United States District Court, E.D. Michigan, Southern Division

November 1, 2016

Naykima Tinee Hill, Petitioner,
Milicent Warren, Respondent.


          JUDITH E. LEVY United States District Judge.

         Naykima Tinee Hill (Petitioner) has filed a petition for a writ of habeas corpus, through her attorney Gerald M. Lorence, pursuant to 28 U.S.C. § 2254. In her application, Petitioner challenges her conviction of three counts of armed robbery, M.C.L.A. § 750.529, and one count each of first degree home invasion, M.C.L.A. § 750.110a(2), extortion, M.C.L.A. § 750.213, and unlawful imprisonment, M.C.L.A. § 750.349b. For the reasons stated below, the petition for a writ of habeas corpus is denied.

         I. BACKGROUND

         Petitioner was convicted following a jury trial in the Saginaw County Circuit Court. This Court recites verbatim the relevant facts relied upon by the Michigan Court of Appeals, which are presumed correct on habeas review pursuant to 28 U.S.C. § 2254(e)(1). See Wagner v. Smith, 581 F.3d 410, 413 (6th Cir. 2009).

On the morning of March 7, 2007, Sherry Crofoot and her 13 year-old daughter, Samantha, were at their home on Cleveland Street in Saginaw. With them was Sherry's grandmother, Florence Karien. Samantha answered a knock at the door to find a black woman wearing a brown coat with a fur-trimmed hood standing on the porch. The woman, who was swaying and appeared disoriented, asked to use the Crofoots' phone and for a ride, both of which Sherry refused. When Sherry attempted to close the door, the woman pushed her way in, knocking Sherry back into the room. Inside the house, the woman punched Karien several times in the face, and then pulled Sherry into the bedroom. Grabbing a knife, the woman threatened Sherry with it and demanded money. Samantha brought her Karien's purse, and some money of her own. Eventually, the woman left the home.

People v. Hill, Case No. 290031, 2010 WL 1873105, at *1 (Mich. App. May 11, 2010).

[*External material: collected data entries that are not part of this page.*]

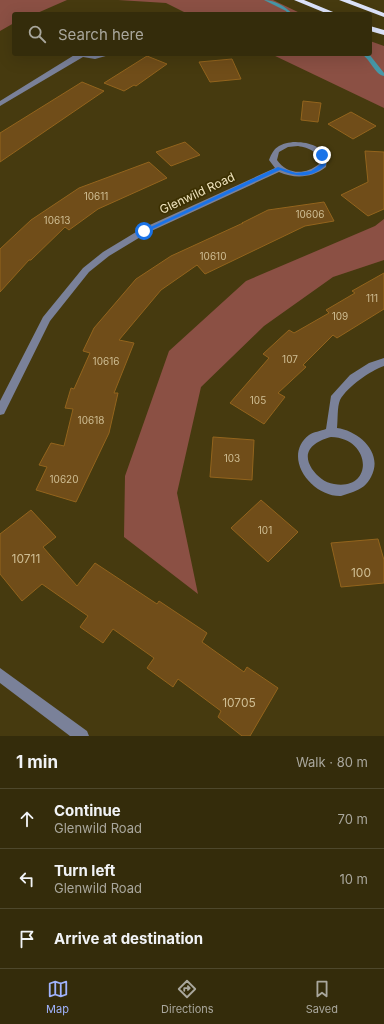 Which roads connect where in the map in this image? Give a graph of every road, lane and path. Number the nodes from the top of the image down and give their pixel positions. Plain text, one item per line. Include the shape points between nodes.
1 (298, 0) edge
2 (343, 0) edge
3 (329, 12) edge
4 (384, 15) edge
5 (372, 29) edge
6 (384, 33) edge
7 (77, 56) edge
8 (90, 56) edge
9 (100, 56) edge
10 (0, 104) edge
11 (279, 168) junction
12 (384, 362) edge
13 (0, 411) edge
14 (331, 432) junction
15 (0, 675) edge
16 (82, 736) edge

1 - 3 highway
2 - 4 highway
5 - 6 highway
7 - 10 street
8 - 9 street
11 - 11 street via 295,174 312,173 323,165 324,160 322,155 310,146 286,145 273,155
11 - 13 street, Glenwild Road via 144,231 106,254 86,270 46,319
12 - 14 street via 354,378 335,399
14 - 14 street via 316,435 306,444 302,452 302,462 312,479 322,486 343,490 354,487 363,481 368,473 370,463 367,454 353,437
15 - 16 street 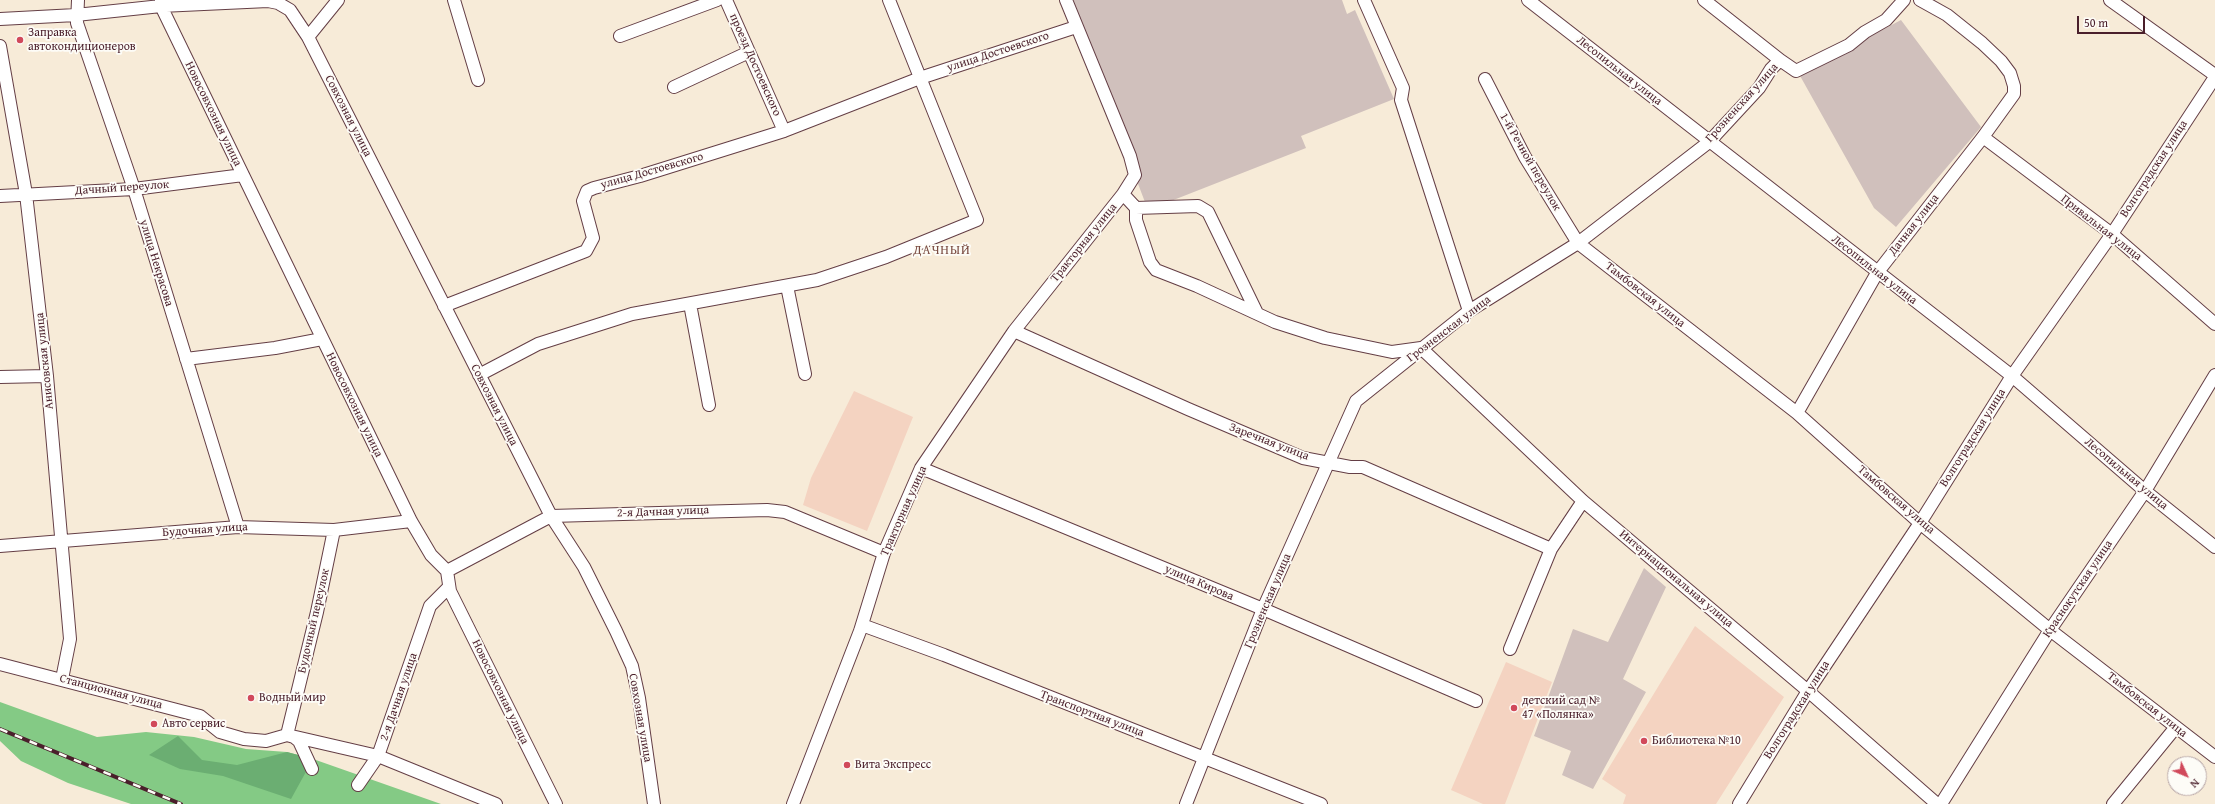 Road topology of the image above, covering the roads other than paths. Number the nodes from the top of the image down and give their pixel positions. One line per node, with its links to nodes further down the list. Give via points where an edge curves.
1 (78, 0): 16 (street, улица Некрасова)
2 (268, 0): 15 (street); 20 (street, Совхозная улица, via 284,5 296,17)
3 (338, 0): 20 (street)
4 (454, 0): 27 (street)
5 (717, 0): 19 (street)
6 (726, 0): 22 (street, проезд Достоевского)
7 (888, 0): 25 (street)
8 (1066, 0): 18 (street, Тракторная улица)
9 (1364, 0): 44 (street, via 1403,88 1401,100)
10 (1528, 0): 31 (street, Лесопильная улица)
11 (1704, 0): 23 (street)
12 (1904, 0): 23 (street, Грозненская улица, via 1886,20 1864,32 1849,45 1796,71)
13 (1920, 0): 30 (street, Дачная улица, via 1947,15 1982,43 2010,73 2014,94)
14 (2110, 0): 24 (street)
15 (161, 3): 16 (street); 32 (street, Новосовхозная улица)
16 (76, 15): 17 (street); 33 (street, улица Некрасова)
17 (0, 19)
18 (1076, 27): 25 (street, улица Достоевского); 35 (street, Тракторная улица, via 1130,156 1135,175)
19 (620, 36)
20 (308, 38): 43 (street, Совхозная улица)
21 (0, 46): 34 (street, Анисовская улица)
22 (749, 52): 28 (street); 29 (street, проезд Достоевского)
23 (1780, 60): 31 (street, Грозненская улица, via 1759,88)
24 (2215, 76): 38 (street, Волгоградская улица)
25 (920, 78): 29 (street, улица Достоевского); 41 (street, via 977,220 886,257 816,280)
26 (1485, 79): 39 (street, 1-й Речной переулок, via 1525,157)
27 (478, 80)
28 (674, 87)
29 (784, 131): 43 (street, улица Достоевского, via 588,191 583,201 593,238 586,251)
30 (1983, 137): 38 (street, Привальная улица); 40 (street, Дачная улица)
31 (1709, 142): 39 (street, Грозненская улица); 40 (street, Лесопильная улица)
32 (243, 175): 33 (street, Дачный переулок); 48 (street, Новосовхозная улица)
33 (134, 189): 34 (street, Дачный переулок); 50 (street, улица Некрасова)
34 (26, 194): 36 (street, Дачный переулок); 54 (street, Анисовская улица)
35 (1123, 194): 37 (street, Тракторная улица); 47 (street, Тракторная улица)
36 (0, 196)
37 (1136, 208): 45 (street, Тракторная улица, via 1136,220 1150,262 1156,270); 45 (street, via 1198,206 1208,212)
38 (2112, 234): 46 (street, Привальная улица); 55 (street, Волгоградская улица)
39 (1578, 243): 44 (street, Грозненская улица); 58 (street, Тамбовская улица)
40 (1877, 273): 55 (street, Лесопильная улица); 58 (street, Дачная улица)
41 (787, 286): 42 (street); 51 (street)
42 (690, 304): 52 (street, via 632,314 538,344); 57 (street)
43 (444, 306): 52 (street, Совхозная улица)
44 (1469, 311): 49 (street, Грозненская улица)
45 (1257, 312): 49 (street, Тракторная улица, via 1275,322 1359,346 1392,352)
46 (2215, 324)
47 (1014, 331): 59 (street, Заречная улица, via 1188,410 1303,458); 60 (street, Тракторная улица)
48 (322, 339): 50 (street, via 275,348); 64 (street, Новосовхозная улица)
49 (1421, 348): 59 (street, Грозненская улица, via 1356,401); 62 (street, Интернациональная улица)
50 (186, 359): 66 (street, улица Некрасова)
51 (805, 374)
52 (479, 375): 63 (street, Совхозная улица)
53 (2215, 375): 61 (street, Краснокутская улица)
54 (47, 376): 56 (street); 68 (street, Анисовская улица)
55 (2012, 376): 61 (street, Лесопильная улица); 65 (street, Волгоградская улица)
56 (0, 377)
57 (709, 405)
58 (1797, 413): 65 (street, Тамбовская улица)
59 (1328, 463): 71 (street, Заречная улица, via 1363,467); 75 (street, Грозненская улица)
60 (921, 468): 72 (street, Тракторная улица); 75 (street, улица Кирова)
61 (2145, 491): 70 (street, Лесопильная улица); 77 (street, Краснокутская улица)
62 (1582, 501): 71 (street); 81 (street, Интернациональная улица)
63 (552, 516): 72 (street, 2-я Дачная улица, via 767,510 784,512); 73 (street, 2-я Дачная улица); 92 (street, Совхозная улица, via 584,567 632,666)
64 (411, 522): 67 (street, Будочная улица); 73 (street, Новосовхозная улица, via 431,555)
65 (1920, 523): 77 (street, Тамбовская улица); 81 (street, Волгоградская улица)
66 (238, 527): 67 (street, Будочная улица); 68 (street, Будочная улица)
67 (334, 530): 84 (street, Будочный переулок)
68 (60, 542): 69 (street, Будочная улица); 80 (street, Анисовская улица, via 70,639)
69 (0, 546)
70 (2215, 547)
71 (1551, 549): 78 (street)
72 (884, 553): 76 (street, Тракторная улица)
73 (447, 571): 74 (street, Новосовхозная улица)
74 (450, 587): 85 (street, 2-я Дачная улица, via 430,606); 91 (street, Новосовхозная улица)
75 (1263, 610): 82 (street, улица Кирова); 86 (street, Грозненская улица)
76 (862, 625): 86 (street, Транспортная улица); 93 (street, Тракторная улица)
77 (2050, 630): 83 (street, Тамбовская улица); 98 (street, Краснокутская улица)
78 (1510, 650)
79 (0, 664): 80 (street, Станционная улица)
80 (62, 678): 84 (street, Станционная улица, via 200,716 220,732 244,739 266,740)
81 (1808, 691): 96 (street, Волгоградская улица); 97 (street, Интернациональная улица)
82 (1476, 701)
83 (2176, 727): 87 (street, Тамбовская улица); 99 (street)
84 (287, 735): 85 (street, Станционная улица); 88 (street, via 299,741)
85 (378, 756): 89 (street, 2-я Дачная улица); 90 (street, Станционная улица)
86 (1203, 756): 94 (street, Грозненская улица); 95 (street, Транспортная улица)
87 (2215, 757)
88 (312, 770)
89 (358, 785)
90 (496, 804)
91 (556, 804)
92 (654, 804)
93 (793, 804)
94 (1186, 804)
95 (1321, 804)
96 (1739, 804)
97 (1936, 804)
98 (1941, 804)
99 (2113, 804)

         Petitioner's conviction was affirmed in part and reversed in part on appeal. Id. The Michigan Supreme Court reversed and reinstated Petitioner's conviction. People v. Hill, 489 Mich. 881 (2011).

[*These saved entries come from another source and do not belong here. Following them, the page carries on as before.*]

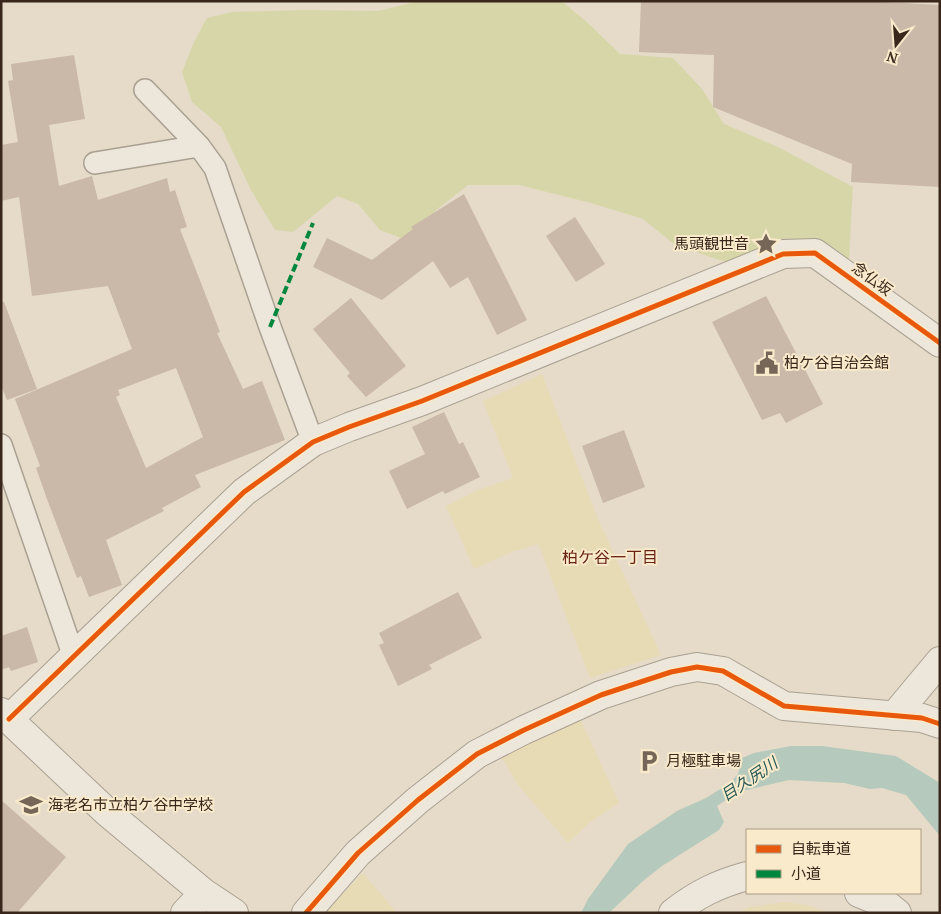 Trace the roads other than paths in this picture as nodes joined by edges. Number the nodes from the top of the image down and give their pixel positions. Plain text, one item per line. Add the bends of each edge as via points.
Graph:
1 (145, 90) dead end
2 (198, 146) junction
3 (95, 163) dead end
4 (940, 343) edge
5 (312, 442) junction
6 (1, 445) edge
7 (74, 657) junction
8 (940, 661) edge
9 (5, 716) edge
10 (894, 716) junction
11 (940, 724) edge
12 (746, 876) edge
13 (204, 893) junction
14 (861, 894) edge
15 (185, 913) edge
16 (234, 913) edge
17 (306, 913) edge
18 (673, 913) edge
19 (897, 913) edge

1 - 2 lane
2 - 3 lane
2 - 5 lane via 215,168
4 - 5 street, 念仏坂 via 815,253 783,254 422,401
5 - 7 street via 244,492
6 - 7 lane
7 - 9 street
8 - 10 street
9 - 13 street via 108,813
10 - 11 street via 922,718
10 - 17 street via 784,706 723,671 697,667 610,692 477,754 358,853
12 - 18 street via 724,882 692,898
13 - 15 street
13 - 16 street
14 - 19 street via 886,904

         Petitioner seeks a writ of habeas corpus on the following grounds. First, Petitioner argues that the trial court violated the Confrontation Clause of the Sixth Amendment by admitting hearsay testimony from a witness whom the prosecutor failed to produce at trial, and that the Michigan Supreme Court was in error in finding that admission of the testimony was harmless error. Second, Petitioner argues that the trial court violated her Sixth Amendment right to present a defense by denying her motion to appoint an expert witness on eyewitness identification. In so doing, the trial court allegedly abused its discretion. Third, Petitioner argues that she was denied effective assistance of counsel, in pre-trial and trial matters, by counsel's erroneous and outcome-determinative mistakes, which prejudiced her and her Sixth Amendment right to a fair trial. Finally, Petitioner argues that she was denied effective assistance of counsel at the appellate level because counsel failed to raise significant claims in her appeal as of right to the Michigan Court of Appeals. (Dkt. 1 at 17.)


         Section 2254(d) of the Antiterrorism and Effective Death Penalty Act (AEDPA) prohibits a court from granting habeas relief “with respect to any claim that was adjudicated on the merits in State court proceedings unless the adjudication” resulted in a decision that (1) “was contrary to, or involved an unreasonable application of, clearly established Federal law, as determined by the Supreme Court, ” or (2) “was based on an unreasonable determination of the facts in light of the evidence presented in the State court proceeding.” 28 U.S.C. § 2254(d).

         A state court decision is contrary to clearly established law “if the state court applies a rule that contradicts the governing law set forth in” Supreme Court cases or “if the state court confronts a set of facts that are materially indistinguishable from a decision of [the Supreme] Court and nevertheless arrives at a result different from [its] precedent.” Lockyer v. Andrade, 538 U.S. 63, 73 (2003). An unreasonable application of clearly established law occurs when a state court's application of the law is “objectively unreasonable.” Id. at 75- 76. To meet this standard, a court may not rely only on “its independent judgment that the relevant state-court decision applied [the law] erroneously or incorrectly.” Id.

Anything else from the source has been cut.